BRIEF:
Reproduce each line from the records that holds "Olavarría".

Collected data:
★ ★ ★

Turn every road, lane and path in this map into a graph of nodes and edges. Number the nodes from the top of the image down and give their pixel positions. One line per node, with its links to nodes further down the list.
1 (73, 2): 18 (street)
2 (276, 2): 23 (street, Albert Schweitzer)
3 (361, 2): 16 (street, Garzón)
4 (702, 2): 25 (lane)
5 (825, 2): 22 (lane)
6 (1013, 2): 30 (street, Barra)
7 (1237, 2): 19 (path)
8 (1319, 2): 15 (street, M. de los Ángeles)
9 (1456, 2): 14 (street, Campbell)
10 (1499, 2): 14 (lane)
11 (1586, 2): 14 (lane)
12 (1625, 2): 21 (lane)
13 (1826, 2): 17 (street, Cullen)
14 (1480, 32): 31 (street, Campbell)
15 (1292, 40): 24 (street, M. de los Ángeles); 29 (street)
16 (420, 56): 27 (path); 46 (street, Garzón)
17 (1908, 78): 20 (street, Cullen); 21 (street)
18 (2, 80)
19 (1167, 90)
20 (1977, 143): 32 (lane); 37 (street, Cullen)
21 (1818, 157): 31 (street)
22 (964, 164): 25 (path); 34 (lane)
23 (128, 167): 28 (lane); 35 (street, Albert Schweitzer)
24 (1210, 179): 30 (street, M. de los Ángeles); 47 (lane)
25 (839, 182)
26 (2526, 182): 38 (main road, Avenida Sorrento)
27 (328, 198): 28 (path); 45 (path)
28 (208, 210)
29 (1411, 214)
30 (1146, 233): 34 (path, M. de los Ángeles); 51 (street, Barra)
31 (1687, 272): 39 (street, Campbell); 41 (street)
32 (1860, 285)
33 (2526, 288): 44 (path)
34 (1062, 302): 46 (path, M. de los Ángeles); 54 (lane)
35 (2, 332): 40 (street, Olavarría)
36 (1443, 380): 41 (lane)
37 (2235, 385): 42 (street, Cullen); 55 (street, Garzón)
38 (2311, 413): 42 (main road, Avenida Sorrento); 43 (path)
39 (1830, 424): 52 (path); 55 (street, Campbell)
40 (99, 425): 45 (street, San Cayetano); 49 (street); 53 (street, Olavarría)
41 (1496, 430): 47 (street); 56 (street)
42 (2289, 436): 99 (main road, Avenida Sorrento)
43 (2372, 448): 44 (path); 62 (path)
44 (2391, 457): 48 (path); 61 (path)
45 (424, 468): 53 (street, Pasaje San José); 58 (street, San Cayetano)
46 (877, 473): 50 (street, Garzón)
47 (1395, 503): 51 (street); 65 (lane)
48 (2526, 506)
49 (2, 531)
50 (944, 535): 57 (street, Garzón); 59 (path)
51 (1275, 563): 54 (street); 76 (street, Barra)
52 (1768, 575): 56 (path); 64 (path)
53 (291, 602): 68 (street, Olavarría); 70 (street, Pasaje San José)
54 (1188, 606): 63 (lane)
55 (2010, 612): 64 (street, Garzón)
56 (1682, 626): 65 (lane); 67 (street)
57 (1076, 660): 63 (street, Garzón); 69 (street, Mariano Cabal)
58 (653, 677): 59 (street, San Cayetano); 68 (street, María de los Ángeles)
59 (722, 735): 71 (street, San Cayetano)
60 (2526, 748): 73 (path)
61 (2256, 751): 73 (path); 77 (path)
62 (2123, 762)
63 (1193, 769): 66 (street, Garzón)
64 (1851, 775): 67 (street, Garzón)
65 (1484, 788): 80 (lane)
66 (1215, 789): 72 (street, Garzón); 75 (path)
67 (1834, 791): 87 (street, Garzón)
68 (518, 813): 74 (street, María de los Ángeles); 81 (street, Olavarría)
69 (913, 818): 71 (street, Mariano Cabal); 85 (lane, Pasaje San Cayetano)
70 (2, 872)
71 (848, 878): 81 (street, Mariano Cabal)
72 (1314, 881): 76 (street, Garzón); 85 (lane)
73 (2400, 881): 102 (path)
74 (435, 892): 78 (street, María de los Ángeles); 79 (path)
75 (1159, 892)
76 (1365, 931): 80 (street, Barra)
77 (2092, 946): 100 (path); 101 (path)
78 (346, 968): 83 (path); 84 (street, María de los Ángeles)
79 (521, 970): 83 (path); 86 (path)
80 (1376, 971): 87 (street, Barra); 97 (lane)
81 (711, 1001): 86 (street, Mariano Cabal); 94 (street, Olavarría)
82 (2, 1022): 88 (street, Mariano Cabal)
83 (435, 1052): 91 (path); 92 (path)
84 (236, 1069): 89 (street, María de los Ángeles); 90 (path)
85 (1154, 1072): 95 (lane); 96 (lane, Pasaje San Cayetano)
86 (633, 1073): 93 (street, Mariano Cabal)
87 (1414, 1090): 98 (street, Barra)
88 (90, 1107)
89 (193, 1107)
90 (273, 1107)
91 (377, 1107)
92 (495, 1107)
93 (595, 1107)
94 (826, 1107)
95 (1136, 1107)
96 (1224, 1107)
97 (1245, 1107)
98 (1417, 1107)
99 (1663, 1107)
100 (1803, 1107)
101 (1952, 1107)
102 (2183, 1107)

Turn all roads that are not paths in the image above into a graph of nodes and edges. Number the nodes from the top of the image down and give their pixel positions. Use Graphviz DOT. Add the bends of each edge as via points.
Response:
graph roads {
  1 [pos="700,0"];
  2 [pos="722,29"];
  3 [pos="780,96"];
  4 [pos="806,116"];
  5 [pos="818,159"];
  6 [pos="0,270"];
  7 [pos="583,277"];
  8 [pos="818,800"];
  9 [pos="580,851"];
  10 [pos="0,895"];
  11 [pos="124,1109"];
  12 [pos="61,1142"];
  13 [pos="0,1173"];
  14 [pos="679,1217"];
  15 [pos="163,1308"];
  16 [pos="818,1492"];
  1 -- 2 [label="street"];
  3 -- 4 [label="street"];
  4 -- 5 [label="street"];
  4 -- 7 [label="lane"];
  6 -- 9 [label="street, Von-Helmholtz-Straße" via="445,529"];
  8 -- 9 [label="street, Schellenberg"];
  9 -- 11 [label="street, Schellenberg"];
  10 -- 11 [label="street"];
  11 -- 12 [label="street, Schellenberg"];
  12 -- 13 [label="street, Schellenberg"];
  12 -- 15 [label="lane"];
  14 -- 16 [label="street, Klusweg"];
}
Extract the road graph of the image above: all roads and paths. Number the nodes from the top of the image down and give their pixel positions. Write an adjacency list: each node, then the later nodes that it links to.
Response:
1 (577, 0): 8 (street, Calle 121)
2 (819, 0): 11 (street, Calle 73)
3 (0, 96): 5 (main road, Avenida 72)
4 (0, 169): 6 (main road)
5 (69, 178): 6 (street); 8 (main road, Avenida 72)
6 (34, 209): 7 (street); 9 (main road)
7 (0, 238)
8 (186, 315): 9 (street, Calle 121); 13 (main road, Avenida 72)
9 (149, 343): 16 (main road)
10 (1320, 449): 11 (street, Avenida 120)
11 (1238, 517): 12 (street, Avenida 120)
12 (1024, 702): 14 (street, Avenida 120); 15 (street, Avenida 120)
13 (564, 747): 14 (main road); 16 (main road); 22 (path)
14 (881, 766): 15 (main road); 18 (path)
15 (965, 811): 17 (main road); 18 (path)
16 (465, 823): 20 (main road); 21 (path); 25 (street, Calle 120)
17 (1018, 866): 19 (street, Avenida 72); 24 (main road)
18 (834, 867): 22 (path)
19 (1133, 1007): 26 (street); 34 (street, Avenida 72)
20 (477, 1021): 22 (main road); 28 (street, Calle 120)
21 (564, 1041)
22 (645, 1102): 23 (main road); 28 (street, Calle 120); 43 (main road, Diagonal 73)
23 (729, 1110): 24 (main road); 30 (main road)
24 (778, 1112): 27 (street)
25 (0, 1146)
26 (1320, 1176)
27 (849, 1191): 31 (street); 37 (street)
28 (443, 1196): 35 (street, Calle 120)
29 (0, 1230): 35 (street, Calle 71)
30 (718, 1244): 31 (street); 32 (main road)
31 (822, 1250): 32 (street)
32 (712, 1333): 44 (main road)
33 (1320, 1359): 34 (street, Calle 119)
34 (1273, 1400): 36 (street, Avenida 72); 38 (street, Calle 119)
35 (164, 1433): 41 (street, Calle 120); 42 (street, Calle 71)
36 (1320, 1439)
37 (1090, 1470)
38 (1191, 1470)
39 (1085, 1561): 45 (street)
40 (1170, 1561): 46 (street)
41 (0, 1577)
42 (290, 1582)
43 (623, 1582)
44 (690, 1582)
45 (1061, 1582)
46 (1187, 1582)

★ ★ ★

SOLUTION FOR THIS EXERCISE:
35 (2, 332): 40 (street, Olavarría)
40 (99, 425): 45 (street, San Cayetano); 49 (street); 53 (street, Olavarría)
53 (291, 602): 68 (street, Olavarría); 70 (street, Pasaje San José)
68 (518, 813): 74 (street, María de los Ángeles); 81 (street, Olavarría)
81 (711, 1001): 86 (street, Mariano Cabal); 94 (street, Olavarría)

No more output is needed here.